Portage, MI(Zone 5b)

Last year i was mulling over the idea of having my hubby make me some hardwood stakes with his woodworking equipment, maybe natural, maybe painted, but it seems like old bamboo stakes would be the least conspicuous, cheap & easy. I would be able to see them, but most people wouldn't notice them at all.

Several years ago, I planted various bulbs under 3 or 4 clumps of Lamiastrum galeobdolon ‘Herman’s Pride’ and I HATE the way it looks. Am hoping to dig it all up this year and separate. Generally i just don't like it when things run into each other.
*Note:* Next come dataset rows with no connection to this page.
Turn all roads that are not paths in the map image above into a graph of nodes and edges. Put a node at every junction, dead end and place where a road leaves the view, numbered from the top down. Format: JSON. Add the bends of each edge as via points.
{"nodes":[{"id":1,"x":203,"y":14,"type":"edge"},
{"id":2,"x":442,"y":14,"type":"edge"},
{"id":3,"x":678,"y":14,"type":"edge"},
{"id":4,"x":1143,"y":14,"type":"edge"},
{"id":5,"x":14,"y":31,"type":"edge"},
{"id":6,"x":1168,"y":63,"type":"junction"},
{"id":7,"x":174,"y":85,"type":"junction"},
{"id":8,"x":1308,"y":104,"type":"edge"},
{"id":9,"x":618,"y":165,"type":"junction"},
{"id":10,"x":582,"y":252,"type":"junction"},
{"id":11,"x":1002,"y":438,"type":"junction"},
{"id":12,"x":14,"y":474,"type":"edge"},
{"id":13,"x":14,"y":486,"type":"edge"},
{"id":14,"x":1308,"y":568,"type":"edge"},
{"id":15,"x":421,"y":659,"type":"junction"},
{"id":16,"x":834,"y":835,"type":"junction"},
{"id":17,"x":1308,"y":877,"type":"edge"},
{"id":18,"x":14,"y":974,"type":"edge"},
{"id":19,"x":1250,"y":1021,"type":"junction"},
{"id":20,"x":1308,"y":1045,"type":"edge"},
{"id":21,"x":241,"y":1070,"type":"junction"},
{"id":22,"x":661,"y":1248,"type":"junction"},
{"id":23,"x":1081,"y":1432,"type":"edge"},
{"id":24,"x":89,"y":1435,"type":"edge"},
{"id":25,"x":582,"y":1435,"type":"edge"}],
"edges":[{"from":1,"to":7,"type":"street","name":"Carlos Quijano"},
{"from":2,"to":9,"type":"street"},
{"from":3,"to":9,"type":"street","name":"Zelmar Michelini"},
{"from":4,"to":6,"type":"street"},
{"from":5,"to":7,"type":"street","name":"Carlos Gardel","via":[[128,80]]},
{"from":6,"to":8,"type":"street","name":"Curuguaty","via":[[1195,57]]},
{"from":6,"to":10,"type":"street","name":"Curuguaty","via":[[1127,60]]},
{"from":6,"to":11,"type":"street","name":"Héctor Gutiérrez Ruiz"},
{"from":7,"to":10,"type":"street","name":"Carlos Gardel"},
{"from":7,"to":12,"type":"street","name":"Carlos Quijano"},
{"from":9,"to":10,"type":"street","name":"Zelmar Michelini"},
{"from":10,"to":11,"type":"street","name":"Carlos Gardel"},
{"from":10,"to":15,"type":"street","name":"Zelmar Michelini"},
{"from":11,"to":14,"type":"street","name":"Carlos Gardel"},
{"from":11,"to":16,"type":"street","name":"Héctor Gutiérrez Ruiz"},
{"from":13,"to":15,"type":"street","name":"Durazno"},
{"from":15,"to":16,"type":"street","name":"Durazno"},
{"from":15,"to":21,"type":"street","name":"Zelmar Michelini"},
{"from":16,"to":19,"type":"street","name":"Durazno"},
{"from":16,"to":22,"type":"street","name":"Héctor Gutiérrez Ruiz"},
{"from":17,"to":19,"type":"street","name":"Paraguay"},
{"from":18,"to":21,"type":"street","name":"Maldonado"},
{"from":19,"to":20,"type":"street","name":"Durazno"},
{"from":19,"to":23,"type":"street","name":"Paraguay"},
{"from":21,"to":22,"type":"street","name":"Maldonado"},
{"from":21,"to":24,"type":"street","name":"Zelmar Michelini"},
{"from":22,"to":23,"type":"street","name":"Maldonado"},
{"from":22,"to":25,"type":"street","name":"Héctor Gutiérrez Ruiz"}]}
Dahlia, do you leave them in the ground year-round? Maybe my idea of putting them in and taking them out over and over again is just making it more complicated than it needs to be.

Calgary, AB(Zone 3a)

Yes Ella all my springs bulbs and lilys remain in the ground all year.

Portage, MI(Zone 5b)

Oh, Dahlia, I meant the bamboo stakes. . . Do you leave the bamboo markers in year-round?

Calgary, AB(Zone 3a)

Oops LOL. I do leave the stakes in. I got tired of digging things up by accident.

Lee's Summit, MO(Zone 6a)

I have been marking all my plants with alum. tags, which I made from aluminum duct pipe. It's thin and I cut it into strips and write the name of the plant & color on it, using a paint pen - works great and holds up to the weather. I attach them by punching a hole in the edge, stringing thin wire through the hole, and wrapping the wire around a short bamboo stake.

Portage, MI(Zone 5b)

Hi Kay,

For labeling the names of perennials, I use zinc hairpin labels from a mail-order company in Paw Paw, Michigan. I print a clear adhesive label with my Brother P-Touch labeler, black printing on clear adhesive tape, either 3/4" or 1" wide depending on how many lines of text I want, and the label can be as long as 3.5 inches and still fit on the zinc plate. I affix the P-Touch label to the zinc plate, then cover with UV-resistant weather-proofing tape. This was something I read about in Fine Gardening or Horticulture, somebody sent it into the magazine as a reader tip.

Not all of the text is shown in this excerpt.